J’avais programmé une alarme quotidienne sur mon téléphone, un rappel simple qui disait : « appelle mère Mary ». J’appelais toujours ma maman « mère Mary ». Chaque jour, à la même heure, cette petite notification apparaissait. Parfois, je l’ignorais, absorbé par le travail ou les tracas du quotidien. « Je l’appellerai demain », je me disais. Il y a toujours un demain, n’est-ce pas ?
Mais ce « demain » est venu sans elle. Et maintenant, chaque fois que cette alarme retentit, elle ne m’apporte plus qu’un sentiment de vide, un rappel cruel de ce que j’ai perdu, et de ces moments que je ne pourrai jamais rattraper. Je me surprends à laisser l’alarme active, comme si j’espérais encore l’entendre de l’autre côté du fil, comme si un appel pouvait la ramener. Mais ce silence… ce silence est déchirant. C’est un silence que je n’avais jamais expérimenté, une absence qui résonne plus fort que toutes les paroles que je n’ai pas prononcées.

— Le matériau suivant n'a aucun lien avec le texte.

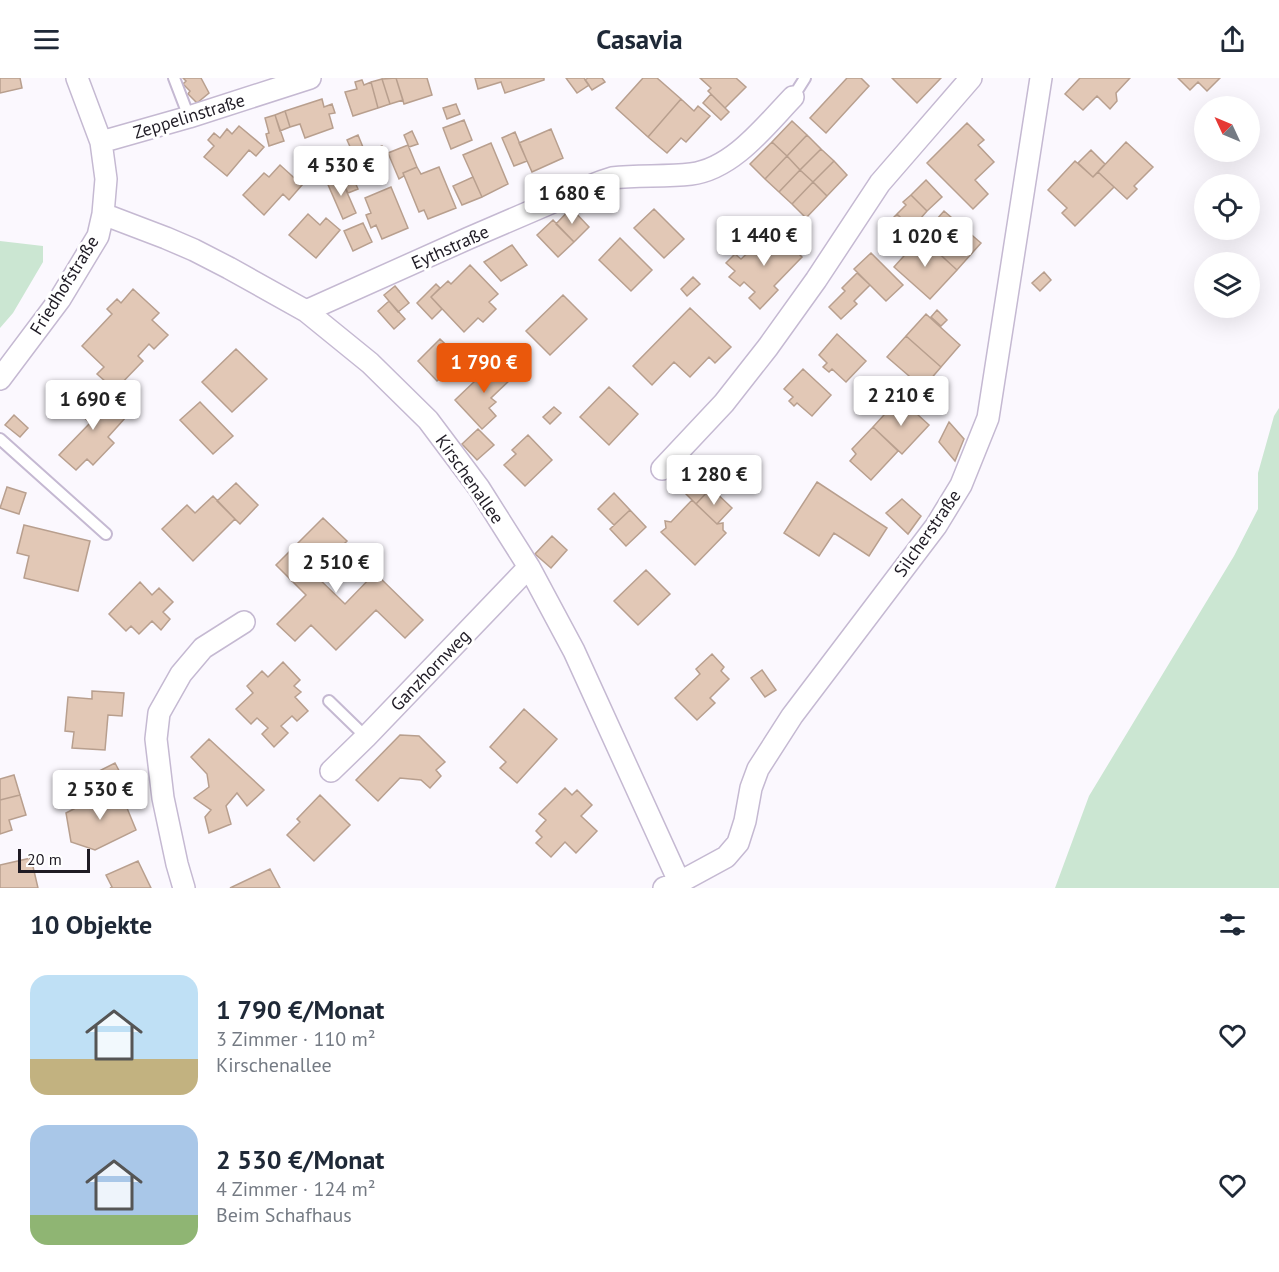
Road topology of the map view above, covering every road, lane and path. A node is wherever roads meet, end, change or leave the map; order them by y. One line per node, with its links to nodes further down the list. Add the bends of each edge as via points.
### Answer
1 (77, 78): 9 (street, Friedhofstraße)
2 (174, 78): 8 (lane)
3 (310, 78): 8 (street, Zeppelinstraße)
4 (805, 78): 7 (lane, Eythstraße)
5 (971, 78): 14 (street, via 880,183 816,280 724,403)
6 (1041, 78): 21 (street, Silcherstraße, via 988,418 961,485 936,526 792,716 758,770 738,843 726,858)
7 (794, 97): 11 (street, Eythstraße, via 740,151 713,169 693,174 611,178)
8 (189, 117): 9 (street, Zeppelinstraße)
9 (102, 142): 10 (street, Friedhofstraße, via 106,179)
10 (103, 214): 11 (street, Kirschenallee, via 194,250); 12 (street, Friedhofstraße, via 96,241 60,299)
11 (306, 311): 16 (street, Kirschenallee, via 370,363 428,420 479,488)
12 (0, 379)
13 (0, 439): 15 (lane)
14 (662, 469)
15 (106, 534)
16 (529, 567): 19 (street, Ganzhornweg); 21 (street, Kirschenallee, via 574,651)
17 (244, 621): 22 (street, via 202,648 159,712 156,740 163,798)
18 (329, 701): 19 (lane)
19 (366, 737): 20 (street, Ganzhornweg)
20 (331, 771)
21 (676, 886)
22 (184, 888)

La solitude qui s’est installée en moi est accablante. C’est une solitude qui me fait comprendre que je ne retrouverai jamais ce lien unique, cet amour inconditionnel qu’elle me donnait. Je réalise maintenant à quel point sa voix apaisait mes inquiétudes, à quel point elle me donnait de la force, simplement en étant là, à l’autre bout du téléphone, ou alors sachant seulement que je peux l’appeler à n’importe quel moment. Sans elle, je me sens perdu, déconnecté, comme si le monde autour de moi continuait de tourner alors que je suis figé dans ce chagrin. C’est une tristesse que je n’aurais jamais pu imaginer, une douleur qui me laisse sans souffle, sans repère.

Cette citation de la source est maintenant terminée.